Directions for this task ->
Without including any pictures, return the records below exactly as written.

Available records ->

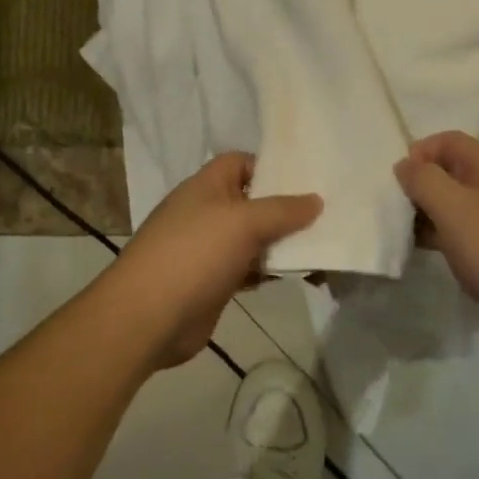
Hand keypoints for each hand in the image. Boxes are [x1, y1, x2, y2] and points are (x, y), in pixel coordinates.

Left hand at [107, 153, 321, 369]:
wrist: (148, 317)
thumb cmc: (194, 254)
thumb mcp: (242, 222)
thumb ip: (281, 210)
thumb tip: (316, 200)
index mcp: (206, 186)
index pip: (241, 162)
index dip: (271, 166)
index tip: (307, 178)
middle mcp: (207, 212)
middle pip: (252, 201)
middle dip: (286, 208)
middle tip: (329, 214)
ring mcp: (209, 249)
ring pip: (254, 238)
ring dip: (284, 243)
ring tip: (326, 246)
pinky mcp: (215, 282)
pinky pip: (251, 268)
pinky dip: (272, 270)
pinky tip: (303, 276)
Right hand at [393, 131, 478, 348]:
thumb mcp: (454, 209)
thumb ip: (425, 182)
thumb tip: (404, 163)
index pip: (452, 142)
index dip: (422, 150)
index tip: (400, 177)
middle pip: (453, 174)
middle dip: (422, 184)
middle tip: (397, 208)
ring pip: (458, 207)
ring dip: (430, 214)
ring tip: (406, 233)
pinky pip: (467, 236)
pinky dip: (445, 238)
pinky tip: (431, 253)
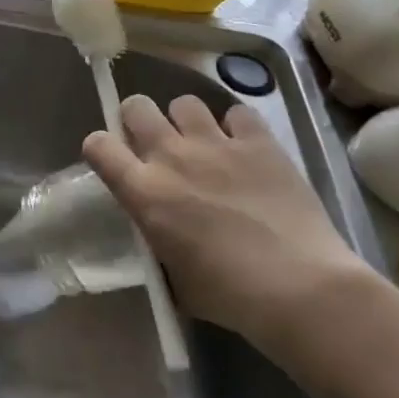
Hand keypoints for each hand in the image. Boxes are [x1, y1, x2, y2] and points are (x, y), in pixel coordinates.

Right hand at [83, 94, 377, 342]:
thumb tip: (158, 229)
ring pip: (184, 102)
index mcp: (144, 192)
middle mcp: (171, 156)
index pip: (98, 145)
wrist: (300, 288)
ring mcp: (216, 144)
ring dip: (186, 121)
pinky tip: (245, 147)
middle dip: (138, 120)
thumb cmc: (229, 295)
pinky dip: (236, 126)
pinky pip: (237, 112)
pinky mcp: (259, 142)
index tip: (114, 162)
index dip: (102, 148)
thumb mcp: (172, 274)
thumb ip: (156, 238)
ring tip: (202, 143)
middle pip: (136, 106)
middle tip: (155, 144)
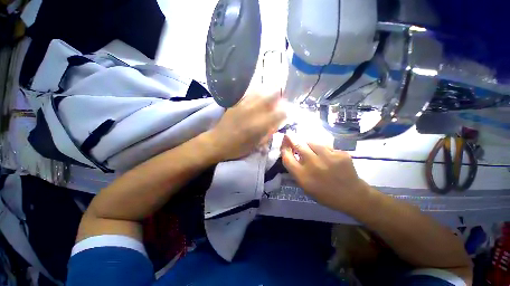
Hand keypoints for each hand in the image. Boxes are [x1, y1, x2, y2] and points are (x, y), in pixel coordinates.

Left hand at [207, 91, 286, 160]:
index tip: (286, 113)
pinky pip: (249, 93)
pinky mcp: (236, 103)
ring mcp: (244, 105)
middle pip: (272, 96)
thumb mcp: (256, 145)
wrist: (217, 142)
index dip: (285, 111)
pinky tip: (258, 95)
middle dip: (280, 97)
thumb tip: (276, 124)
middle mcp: (254, 112)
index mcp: (260, 125)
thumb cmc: (238, 148)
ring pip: (261, 91)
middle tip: (281, 101)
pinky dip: (257, 92)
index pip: (280, 112)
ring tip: (271, 96)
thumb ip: (268, 133)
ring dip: (269, 92)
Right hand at [280, 135, 368, 212]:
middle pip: (298, 145)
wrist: (352, 195)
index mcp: (303, 176)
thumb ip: (297, 171)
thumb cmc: (325, 194)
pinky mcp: (340, 154)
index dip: (284, 148)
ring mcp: (328, 157)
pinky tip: (326, 155)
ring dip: (308, 143)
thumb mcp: (305, 187)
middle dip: (291, 138)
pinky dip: (323, 149)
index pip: (287, 158)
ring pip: (313, 142)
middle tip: (289, 134)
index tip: (283, 143)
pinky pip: (327, 147)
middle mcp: (313, 165)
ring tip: (309, 146)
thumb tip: (291, 155)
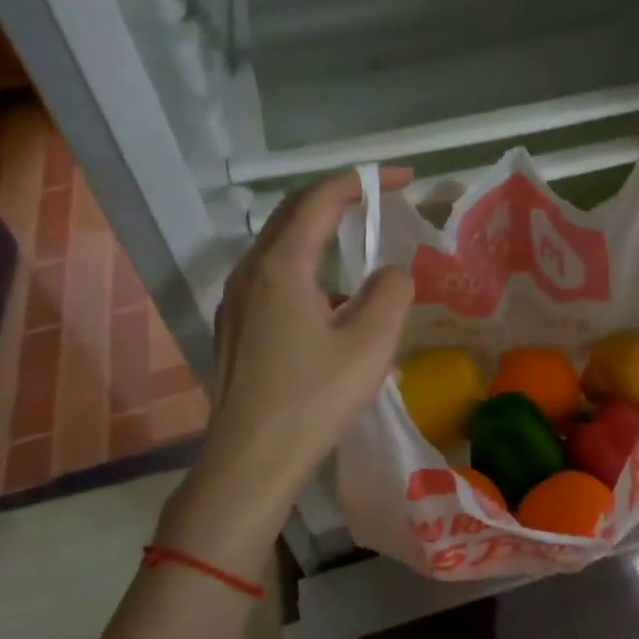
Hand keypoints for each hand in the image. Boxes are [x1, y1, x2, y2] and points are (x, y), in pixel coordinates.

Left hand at [155, 169, 413, 553]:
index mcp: (281, 266)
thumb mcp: (371, 343)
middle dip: (341, 199)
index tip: (402, 179)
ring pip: (283, 248)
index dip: (363, 180)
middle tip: (382, 200)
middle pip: (295, 214)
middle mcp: (250, 272)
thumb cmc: (314, 399)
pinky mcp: (236, 327)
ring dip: (324, 238)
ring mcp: (237, 300)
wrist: (251, 460)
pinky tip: (335, 311)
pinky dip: (310, 272)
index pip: (321, 198)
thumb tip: (390, 274)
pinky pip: (276, 280)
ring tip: (364, 258)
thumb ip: (392, 292)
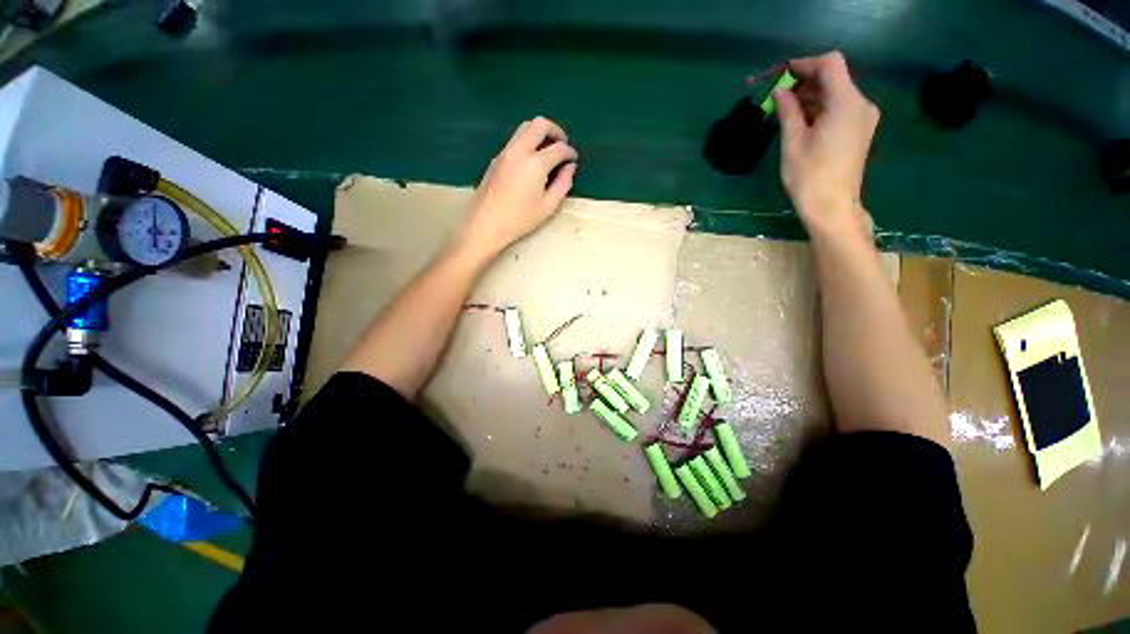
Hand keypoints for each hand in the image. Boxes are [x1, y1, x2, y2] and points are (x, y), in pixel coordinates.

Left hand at [459, 117, 577, 257]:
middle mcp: (520, 150)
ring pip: (525, 127)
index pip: (558, 148)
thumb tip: (570, 167)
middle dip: (555, 130)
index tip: (573, 160)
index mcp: (536, 163)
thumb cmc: (520, 219)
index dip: (570, 152)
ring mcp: (506, 151)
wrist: (486, 222)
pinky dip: (528, 140)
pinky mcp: (497, 157)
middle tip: (562, 144)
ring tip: (548, 149)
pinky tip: (532, 159)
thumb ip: (563, 184)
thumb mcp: (548, 206)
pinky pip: (516, 139)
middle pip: (540, 125)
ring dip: (540, 132)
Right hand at [774, 51, 879, 241]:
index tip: (782, 74)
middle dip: (807, 81)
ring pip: (837, 94)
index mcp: (846, 102)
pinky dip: (821, 108)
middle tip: (779, 94)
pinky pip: (840, 109)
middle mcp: (861, 104)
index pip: (830, 65)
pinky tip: (802, 120)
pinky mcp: (860, 131)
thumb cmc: (809, 176)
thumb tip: (780, 91)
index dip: (805, 64)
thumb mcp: (793, 142)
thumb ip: (788, 111)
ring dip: (812, 96)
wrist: (832, 207)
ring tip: (785, 109)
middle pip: (835, 78)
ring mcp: (863, 118)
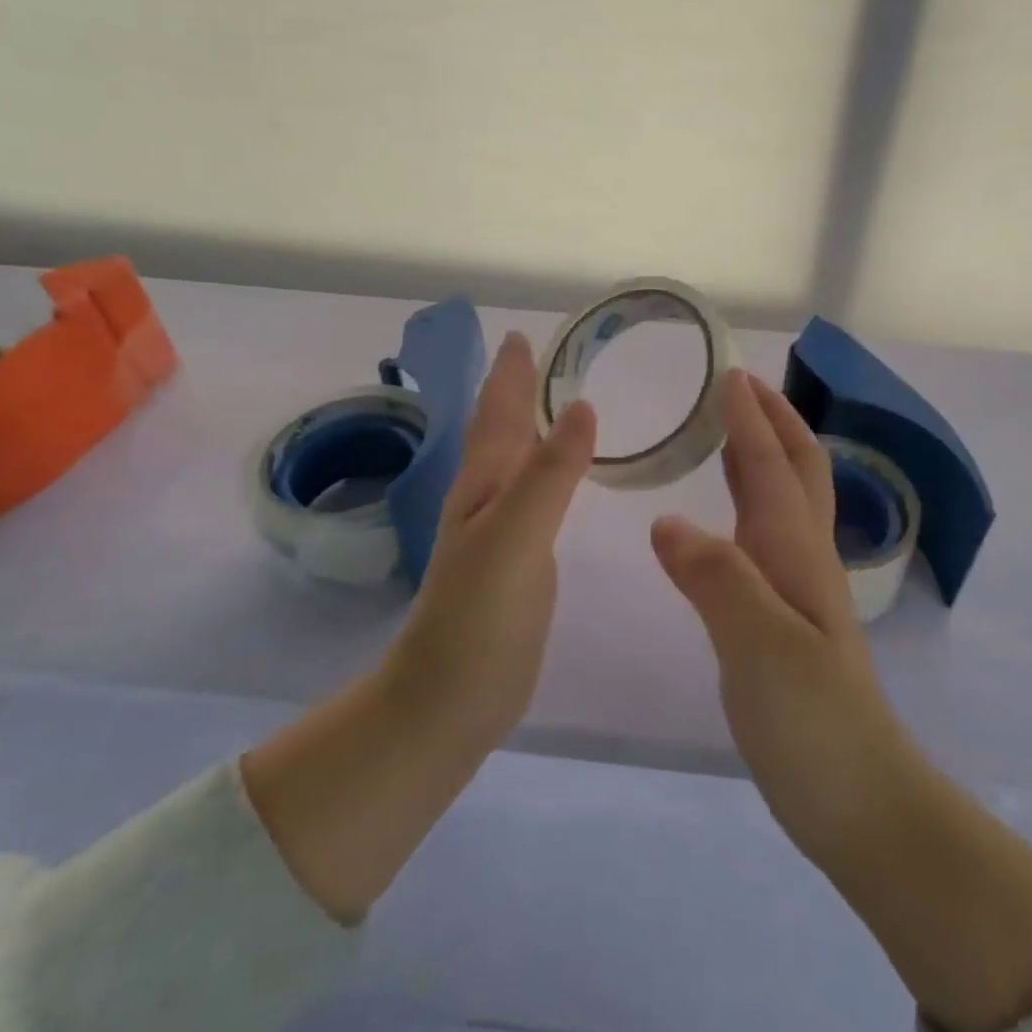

Answer for the task ->
Hand keypoints for each hand in the image. Boxes are [x1, y1, x2, y2] and points are (x, y), in pixel coordinates.

Left hand at [107, 153, 321, 369]:
wrist: (148, 317)
thumb cmc: (194, 254)
thumb mcp: (242, 222)
thumb ip: (281, 210)
thumb tip: (316, 200)
index mcp: (206, 186)
index pip: (241, 162)
index dip: (271, 166)
index tip: (307, 178)
middle mcp: (207, 212)
middle pip: (252, 201)
middle dip: (286, 208)
middle tip: (329, 214)
ring mcp: (209, 249)
ring pip: (254, 238)
ring dip: (284, 243)
ring tip: (326, 246)
pinky mcp: (215, 282)
pinky pip: (251, 268)
pinky dip: (272, 270)
pinky tip: (303, 276)
Right hand at [393, 131, 478, 348]:
thumb mcp: (454, 209)
thumb ip: (425, 182)
thumb tip: (404, 163)
index pip: (452, 142)
index dip: (422, 150)
index tip: (400, 177)
middle pip: (453, 174)
middle dip: (422, 184)
middle tip: (397, 208)
ring pip: (458, 207)
ring dip: (430, 214)
ring tip: (406, 233)
pinky pip: (467, 236)
pinky dip: (445, 238)
pinky tip: (431, 253)
Hand keypoints for each hand in the image. Boxes are [x1, y1, x2, y2] and points are (x, y), in pixel coordinates.

Right hand at [83, 94, 377, 342]:
thumb tip: (158, 229)
ring pip: (184, 102)
index mcp: (144, 192)
middle mcp: (171, 156)
index pip: (98, 145)
wrist: (300, 288)
ring mcp: (216, 144)
ring dip: (186, 121)
pinky tip: (245, 147)
middle dip: (138, 120)
thumb cmc: (229, 295)
pinky dip: (236, 126)
pinky pip: (237, 112)
pinky mcp: (259, 142)
index tip: (114, 162)
index dip: (102, 148)
thumb mcp: (172, 274)
thumb ip: (156, 238)
ring tip: (202, 143)
middle pip: (136, 106)
middle tip: (155, 144)
Hand keypoints for each hand in the image. Boxes are [x1, y1, x2, y2] and points are (x, y), in pixel coordinates.

Left hand at [207, 91, 286, 160]:
index tip: (286, 113)
pinky pip: (249, 93)
pinky mcp: (236, 103)
ring mcp: (244, 105)
middle pip: (272, 96)
thumb mcp: (256, 145)
wrist: (217, 142)
index dip: (285, 111)
pinky tip: (258, 95)
middle dip: (280, 97)
thumb tip: (276, 124)
middle mcp: (254, 112)
index mcp: (260, 125)
thumb cmc: (238, 148)
ring pip: (261, 91)
middle tip: (281, 101)
pinky dip: (257, 92)
index pip: (280, 112)
ring tip: (271, 96)
thumb ip: (268, 133)
ring dip: (269, 92)
Right hand at [280, 135, 368, 212]:
middle pip: (298, 145)
wrist: (352, 195)
index mcp: (303, 176)
thumb ip: (297, 171)
thumb cmc: (325, 194)
pinky mcp: (340, 154)
index dip: (284, 148)
ring mcp: (328, 157)
pinky tip: (326, 155)
ring dip: (308, 143)
thumb mcp: (305, 187)
middle dip: (291, 138)
pinky dip: (323, 149)
index pip: (287, 158)
ring pip: (313, 142)
middle tip: (289, 134)
index tip: (283, 143)
pinky pip: (327, 147)
middle mcp: (313, 165)
ring tip: (309, 146)
thumb tip: (291, 155)
Hand keypoints for each hand in the image. Boxes are [x1, y1, x2, y2] and points are (x, y), in pixel coordinates.

Left hand at [155, 169, 413, 553]:
index mcp: (281, 266)
thumb mcp: (371, 343)
middle dip: (341, 199)
index tip: (402, 179)
ring pip: (283, 248)
index dip: (363, 180)
middle tip: (382, 200)
middle pip: (295, 214)
middle mcp: (250, 272)
thumb cmc: (314, 399)
pinky mcp: (236, 327)
ring dip: (324, 238)
ring mcp: (237, 300)
wrist: (251, 460)
pinky tip: (335, 311)
pinky dip: (310, 272)
index pip: (321, 198)
thumb tip: (390, 274)
pinky pip: (276, 280)
ring tip: (364, 258)
thumb ip: (392, 292)
Hand keypoints for each hand in the image. Boxes are [x1, y1, x2, y2] and points are (x, y), in pixel coordinates.

Left hand at [459, 117, 577, 257]:
middle mcp: (520, 150)
ring pip: (525, 127)
index pip: (558, 148)
thumb tip: (570, 167)
middle dip: (555, 130)
index tip: (573, 160)
index mcp: (536, 163)
thumb cmc: (520, 219)
index dip: (570, 152)
ring mcp: (506, 151)
wrist: (486, 222)
pinky dip: (528, 140)
pinky mcp: (497, 157)
middle tip: (562, 144)
ring tip: (548, 149)
pinky tip: (532, 159)
thumb ip: (563, 184)
thumb mcp: (548, 206)
pinky pip: (516, 139)
middle pip: (540, 125)
ring dip: (540, 132)
Right hand at [774, 51, 879, 241]:
index tip: (782, 74)
middle dip: (807, 81)
ring pip: (837, 94)
index mcp: (846, 102)
pinky dip: (821, 108)
middle tip: (779, 94)
pinky pip: (840, 109)
middle mcp: (861, 104)
index pip: (830, 65)
pinky tip: (802, 120)
pinky mcp: (860, 131)
thumb cmc: (809, 176)
thumb tip: (780, 91)
index dip: (805, 64)
thumb mcp: (793, 142)
thumb ip: (788, 111)
ring dip: (812, 96)
wrist: (832, 207)
ring tip: (785, 109)
middle pip: (835, 78)
ring mcp: (863, 118)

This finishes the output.